L’edilizia è il settore prevalente in cui i maghrebini sono impiegati, soprattutto a partire dalla crisi
della coltura del pomodoro. Basta pensare che su 110-120 registrazioni di regolarizzazioni in Cassa
Edile, si contano per lo meno 400-500 di questi lavoratori impiegati a vario titolo in piccole
imprese, piccoli cantieri che lavorano a nero. Le maggiori concentrazioni si riscontrano soprattutto
in provincia.
23
Chi non ha ancora trovato una certa stabilità ritiene questo un settore di passaggio in attesa di
trovare qualche collocazione più stabile in seguito, magari nei centri urbani del nord Italia.
Quanto già denunciato per l’agricoltura è valido anche per il settore edile: ci sono alcune zone della
regione Campania in cui c’è un’antica tradizione ed un’alta concentrazione di figure professionali
che però col tempo si stanno perdendo in quanto non esistono nuove generazioni pronte a
sostituirle.
Inoltre è difficile riuscire a scardinare i fenomeni malavitosi fortemente radicati nel settore edile in
questa regione e ad innescare un processo virtuoso di incontro tra imprese e lavoratori regolata da
meccanismi legali.
In questo settore non sono stati riscontrati livelli salariali differenti tra lavoratori maghrebini e di
altre nazionalità. Ci sono tre livelli di retribuzione. Un livello concerne i lavoratori che svolgono la
propria attività lavorativa senza nessuna forma contrattuale. In situazioni di totale irregolarità la
paga media si aggira intorno alle 30 euro giornaliere per una giornata lavorativa che si protrae per
circa 8-10 ore. Ci sono poi altre due forme di retribuzione per coloro che hanno firmato un
contratto. In un caso la paga è concessa in modo regolare secondo quanto sancito dalle norme
contrattuali; in altri i datori di lavoro concedono una busta paga ufficiale, rigorosa, rispettosa delle
norme contrattuali ma nella realtà l’ammontare dato è più esiguo. È un sistema molto diffuso che gli
imprenditori utilizzano anche con i lavoratori italiani.
Il salario mensile di un lavoratore di media qualifica è di circa mille euro. Ci sono piccole
differenze con gli italiani in quanto i maghrebini vengono inquadrati sempre nei livelli più bassi,
non sempre vengono loro riconosciute le ore di straordinario, alcune trasferte non vengono
retribuite. Considerando tali riduzioni in alcuni casi il loro stipendio si aggira intorno agli 800 euro.

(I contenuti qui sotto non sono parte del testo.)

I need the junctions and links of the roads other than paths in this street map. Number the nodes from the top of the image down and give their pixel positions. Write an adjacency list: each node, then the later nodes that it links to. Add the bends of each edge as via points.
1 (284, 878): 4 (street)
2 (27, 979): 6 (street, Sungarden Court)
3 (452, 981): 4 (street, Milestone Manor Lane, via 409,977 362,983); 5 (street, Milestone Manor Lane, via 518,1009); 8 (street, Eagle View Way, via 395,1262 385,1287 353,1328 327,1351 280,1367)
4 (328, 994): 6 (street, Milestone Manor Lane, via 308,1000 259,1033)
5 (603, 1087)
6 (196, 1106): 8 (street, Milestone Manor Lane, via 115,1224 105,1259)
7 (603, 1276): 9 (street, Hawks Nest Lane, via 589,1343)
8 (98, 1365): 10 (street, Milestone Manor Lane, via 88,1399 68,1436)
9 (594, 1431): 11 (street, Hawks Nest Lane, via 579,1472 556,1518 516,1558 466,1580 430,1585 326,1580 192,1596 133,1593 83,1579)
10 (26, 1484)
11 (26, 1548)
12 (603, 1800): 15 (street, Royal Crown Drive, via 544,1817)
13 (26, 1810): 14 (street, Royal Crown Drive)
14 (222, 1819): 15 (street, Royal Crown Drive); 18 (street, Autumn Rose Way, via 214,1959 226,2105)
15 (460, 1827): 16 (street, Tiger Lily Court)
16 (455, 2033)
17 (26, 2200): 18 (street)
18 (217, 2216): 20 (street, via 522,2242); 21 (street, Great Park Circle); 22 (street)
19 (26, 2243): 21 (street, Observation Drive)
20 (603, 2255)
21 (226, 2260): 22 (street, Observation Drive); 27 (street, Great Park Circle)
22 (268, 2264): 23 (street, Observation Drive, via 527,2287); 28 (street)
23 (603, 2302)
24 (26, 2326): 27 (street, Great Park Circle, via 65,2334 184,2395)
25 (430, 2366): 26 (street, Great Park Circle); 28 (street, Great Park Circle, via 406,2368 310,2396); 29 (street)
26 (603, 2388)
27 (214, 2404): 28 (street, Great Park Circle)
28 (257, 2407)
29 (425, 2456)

I maghrebini tendono anche in questi casi a tollerare tale situazione in quanto un contratto così
“elastico” è sempre meglio della condizione di totale disoccupazione. Consideriamo che la nuova
normativa in materia di immigrazione detta norme particolarmente severe e restrittive sia per
ottenere la regolarità del soggiorno sia per mantenerla legando in modo automatico la presenza in
Italia al possesso di un contratto di lavoro. Un altro elemento che spinge i lavoratori stranieri a
conservare rapporti di lavoro “semi-regolari” è che il settore edilizio conosce anche dei momenti di
stasi in cui non si lavora durante i quali spesso i primi ad essere licenziati sono i lavoratori extracomunitari. Chi riesce ad ottenere il contratto è consapevole di essere particolarmente fortunato in
un periodo in cui tutto il mondo del lavoro si sta connotando per una maggiore precarizzazione.
I canali attraverso cui i maghrebini riescono a trovare lavoro in edilizia sono rappresentati in primo
luogo da connazionali che già vi lavorano o che possono fornire informazioni, in altri casi si recano
direttamente presso le aziende. Anche in questo settore esistono organizzazioni o singoli che
fungono da intermediari in cambio di soldi, in alcuni casi si tratta di maghrebini. Secondo la
testimonianza di un imprenditore edile di Capua, in provincia di Caserta, il servizio di
“intermediazione di manodopera” prevede la cessione di due stipendi. Talvolta è un lavoratore a
cedere il proprio impiego dietro pagamento di una certa somma. Molte volte i nuovi giunti vengono
presentati ai datori di lavoro come propri familiari.
24
3.2.3. Terziario dequalificato
Una percentuale ridotta di maghrebini lavora anche in altre attività del terziario dequalificato:
presso le pompe di benzina, nei ristoranti come lavapiatti, in altri casi sono addetti allo scarico e
carico merci nei magazzini o ai mercati ortofrutticoli. Anche in questi settori i maghrebini
subiscono gli effetti della concorrenza da parte di immigrati provenienti dai paesi dell’est di più
recente arrivo. La loro paga settimanale si aggira intorno ai 100 euro. La nazionalità maggiormente
dedita a queste attività è quella algerina.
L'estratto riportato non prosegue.